### YOUR TASK
Transcribe the entries exactly as they stand below, passing over any picture.

(Stored data entries)

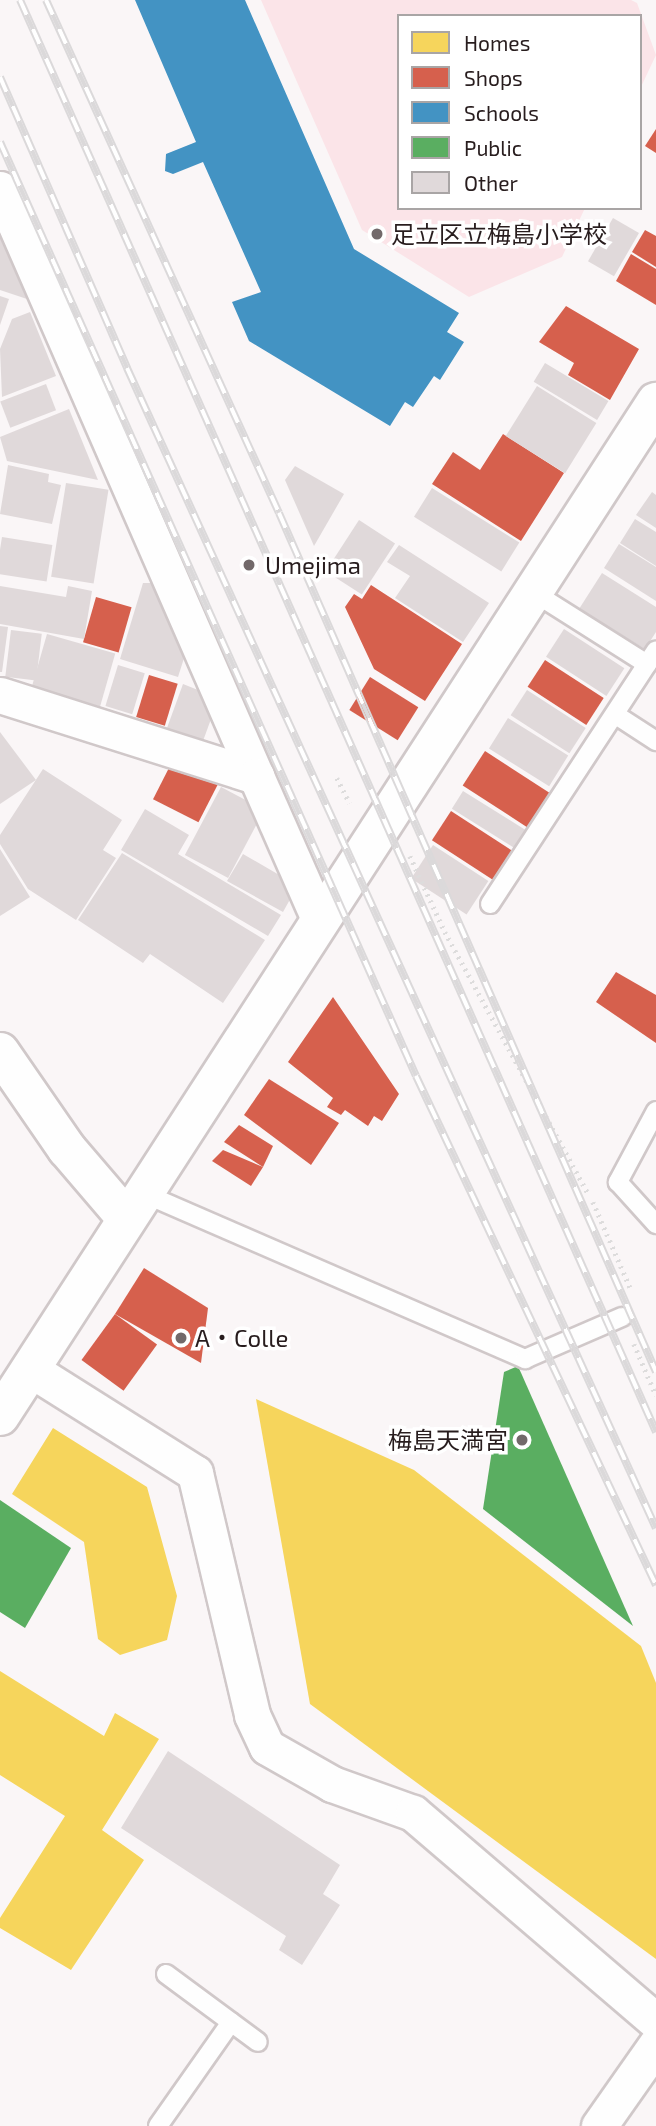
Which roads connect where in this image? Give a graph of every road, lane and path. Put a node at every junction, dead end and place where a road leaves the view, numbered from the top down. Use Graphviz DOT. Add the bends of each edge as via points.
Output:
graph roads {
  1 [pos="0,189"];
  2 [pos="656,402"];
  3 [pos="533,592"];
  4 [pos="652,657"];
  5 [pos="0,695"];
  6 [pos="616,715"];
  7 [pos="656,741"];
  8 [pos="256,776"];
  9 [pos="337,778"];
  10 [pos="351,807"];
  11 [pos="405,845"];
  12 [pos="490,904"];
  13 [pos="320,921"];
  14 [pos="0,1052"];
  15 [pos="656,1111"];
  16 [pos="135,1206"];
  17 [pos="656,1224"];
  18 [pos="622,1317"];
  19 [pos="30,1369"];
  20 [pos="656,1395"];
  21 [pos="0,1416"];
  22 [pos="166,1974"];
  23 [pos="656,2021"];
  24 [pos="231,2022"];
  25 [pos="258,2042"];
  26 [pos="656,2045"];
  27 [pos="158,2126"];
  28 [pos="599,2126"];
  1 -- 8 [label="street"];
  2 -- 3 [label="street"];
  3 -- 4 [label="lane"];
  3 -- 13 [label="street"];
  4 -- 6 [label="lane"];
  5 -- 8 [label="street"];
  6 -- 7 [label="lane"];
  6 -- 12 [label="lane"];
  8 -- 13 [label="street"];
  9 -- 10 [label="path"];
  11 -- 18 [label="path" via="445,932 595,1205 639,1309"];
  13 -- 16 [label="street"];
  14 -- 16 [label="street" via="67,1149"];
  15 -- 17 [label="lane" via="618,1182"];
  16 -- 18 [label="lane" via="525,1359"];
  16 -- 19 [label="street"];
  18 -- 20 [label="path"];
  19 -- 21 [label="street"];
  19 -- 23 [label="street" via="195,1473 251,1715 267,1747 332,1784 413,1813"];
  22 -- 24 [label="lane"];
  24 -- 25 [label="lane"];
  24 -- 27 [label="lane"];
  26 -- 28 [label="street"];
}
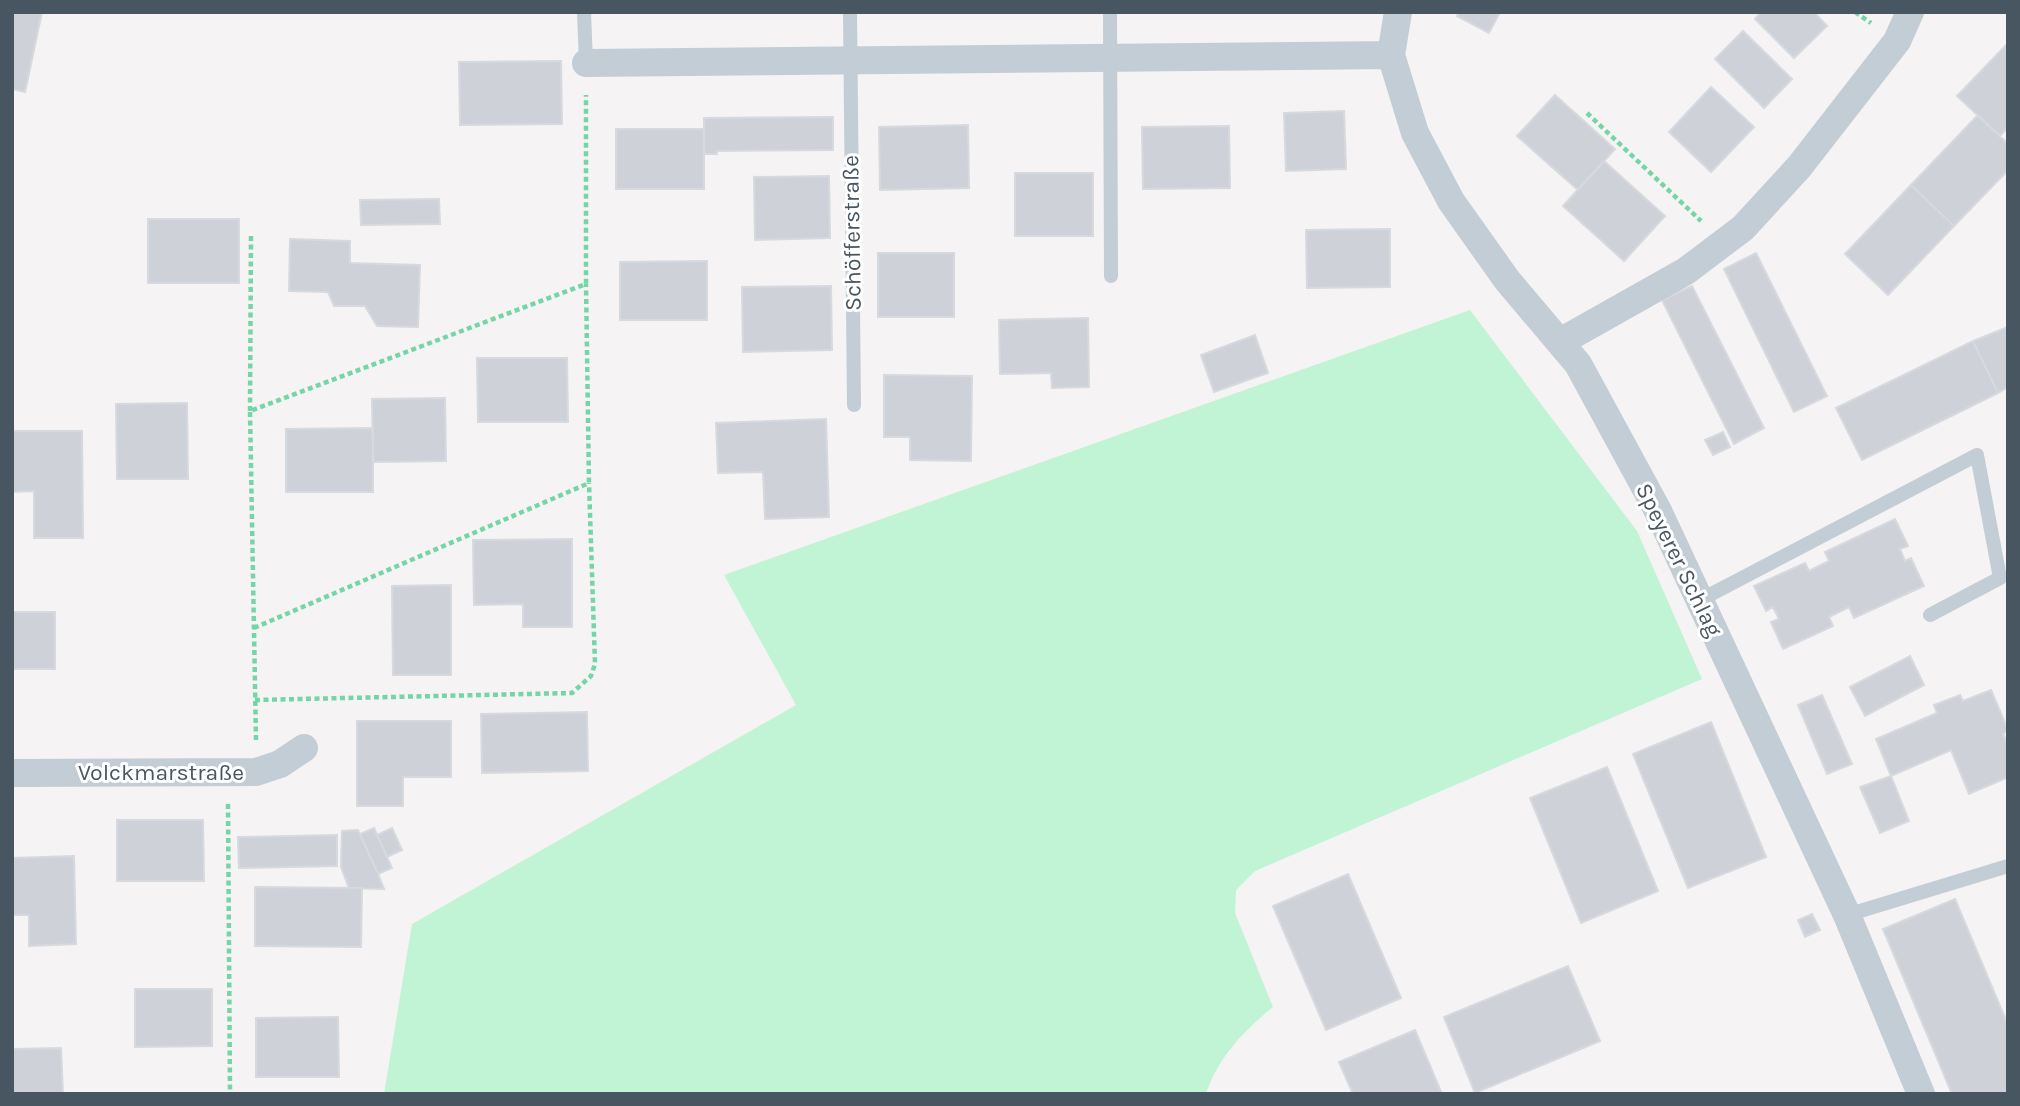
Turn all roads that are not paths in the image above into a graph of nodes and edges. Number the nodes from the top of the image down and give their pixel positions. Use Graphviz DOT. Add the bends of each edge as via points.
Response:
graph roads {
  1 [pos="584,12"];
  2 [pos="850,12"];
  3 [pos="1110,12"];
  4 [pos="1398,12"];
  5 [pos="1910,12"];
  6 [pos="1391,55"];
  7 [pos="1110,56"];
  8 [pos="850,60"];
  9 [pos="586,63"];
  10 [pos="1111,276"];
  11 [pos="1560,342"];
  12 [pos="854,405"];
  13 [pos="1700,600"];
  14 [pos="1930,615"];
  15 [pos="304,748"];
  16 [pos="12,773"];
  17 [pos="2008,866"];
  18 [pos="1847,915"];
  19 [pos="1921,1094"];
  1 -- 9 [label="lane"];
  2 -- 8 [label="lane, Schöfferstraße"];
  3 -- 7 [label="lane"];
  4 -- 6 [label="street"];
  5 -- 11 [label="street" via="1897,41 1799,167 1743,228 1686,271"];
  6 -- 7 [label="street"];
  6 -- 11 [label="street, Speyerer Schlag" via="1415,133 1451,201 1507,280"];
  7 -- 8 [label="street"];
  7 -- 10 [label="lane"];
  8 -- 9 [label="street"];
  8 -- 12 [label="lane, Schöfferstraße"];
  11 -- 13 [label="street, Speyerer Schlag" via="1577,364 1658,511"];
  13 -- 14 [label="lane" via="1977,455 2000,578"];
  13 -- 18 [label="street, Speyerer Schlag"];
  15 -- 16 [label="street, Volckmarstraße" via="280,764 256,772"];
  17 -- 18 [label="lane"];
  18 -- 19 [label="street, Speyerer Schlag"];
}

### ANSWER TO THE EXERCISE
Which roads connect where in this image? Give a graph of every road, lane and path. Put a node at every junction, dead end and place where a road leaves the view, numbered from the top down. Use Graphviz DOT. Add the bends of each edge as via points.
Output:
graph roads {
  1 [pos="0,189"];
  2 [pos="656,402"];
  3 [pos="533,592"];
  4 [pos="652,657"];
  5 [pos="0,695"];
  6 [pos="616,715"];
  7 [pos="656,741"];
  8 [pos="256,776"];
  9 [pos="337,778"];
  10 [pos="351,807"];
  11 [pos="405,845"];
  12 [pos="490,904"];
  13 [pos="320,921"];
  14 [pos="0,1052"];
  15 [pos="656,1111"];
  16 [pos="135,1206"];
  17 [pos="656,1224"];
  18 [pos="622,1317"];
  19 [pos="30,1369"];
  20 [pos="656,1395"];
  21 [pos="0,1416"];
  22 [pos="166,1974"];
  23 [pos="656,2021"];
  24 [pos="231,2022"];
  25 [pos="258,2042"];
  26 [pos="656,2045"];
  27 [pos="158,2126"];
  28 [pos="599,2126"];
  1 -- 8 [label="street"];
  2 -- 3 [label="street"];
  3 -- 4 [label="lane"];
  3 -- 13 [label="street"];
  4 -- 6 [label="lane"];
  5 -- 8 [label="street"];
  6 -- 7 [label="lane"];
  6 -- 12 [label="lane"];
  8 -- 13 [label="street"];
  9 -- 10 [label="path"];
  11 -- 18 [label="path" via="445,932 595,1205 639,1309"];
  13 -- 16 [label="street"];
  14 -- 16 [label="street" via="67,1149"];
  15 -- 17 [label="lane" via="618,1182"];
  16 -- 18 [label="lane" via="525,1359"];
  16 -- 19 [label="street"];
  18 -- 20 [label="path"];
  19 -- 21 [label="street"];
  19 -- 23 [label="street" via="195,1473 251,1715 267,1747 332,1784 413,1813"];
  22 -- 24 [label="lane"];
  24 -- 25 [label="lane"];
  24 -- 27 [label="lane"];
  26 -- 28 [label="street"];
}
Turn all roads that are not paths in the image above into a graph of nodes and edges. Number the nodes from the top of the image down and give their pixel positions. Use Graphviz DOT. Add the bends of each edge as via points.
Response:
graph roads {
  1 [pos="584,12"];
  2 [pos="850,12"];
  3 [pos="1110,12"];
  4 [pos="1398,12"];
  5 [pos="1910,12"];
  6 [pos="1391,55"];
  7 [pos="1110,56"];
  8 [pos="850,60"];
  9 [pos="586,63"];
  10 [pos="1111,276"];
  11 [pos="1560,342"];
  12 [pos="854,405"];
  13 [pos="1700,600"];
  14 [pos="1930,615"];
  15 [pos="304,748"];
  16 [pos="12,773"];
  17 [pos="2008,866"];
  18 [pos="1847,915"];
  19 [pos="1921,1094"];
  1 -- 9 [label="lane"];
  2 -- 8 [label="lane, Schöfferstraße"];
  3 -- 7 [label="lane"];
  4 -- 6 [label="street"];
  5 -- 11 [label="street" via="1897,41 1799,167 1743,228 1686,271"];
  6 -- 7 [label="street"];
  6 -- 11 [label="street, Speyerer Schlag" via="1415,133 1451,201 1507,280"];
  7 -- 8 [label="street"];
  7 -- 10 [label="lane"];
  8 -- 9 [label="street"];
  8 -- 12 [label="lane, Schöfferstraße"];
  11 -- 13 [label="street, Speyerer Schlag" via="1577,364 1658,511"];
  13 -- 14 [label="lane" via="1977,455 2000,578"];
  13 -- 18 [label="street, Speyerer Schlag"];
  15 -- 16 [label="street, Volckmarstraße" via="280,764 256,772"];
  17 -- 18 [label="lane"];
  18 -- 19 [label="street, Speyerer Schlag"];
}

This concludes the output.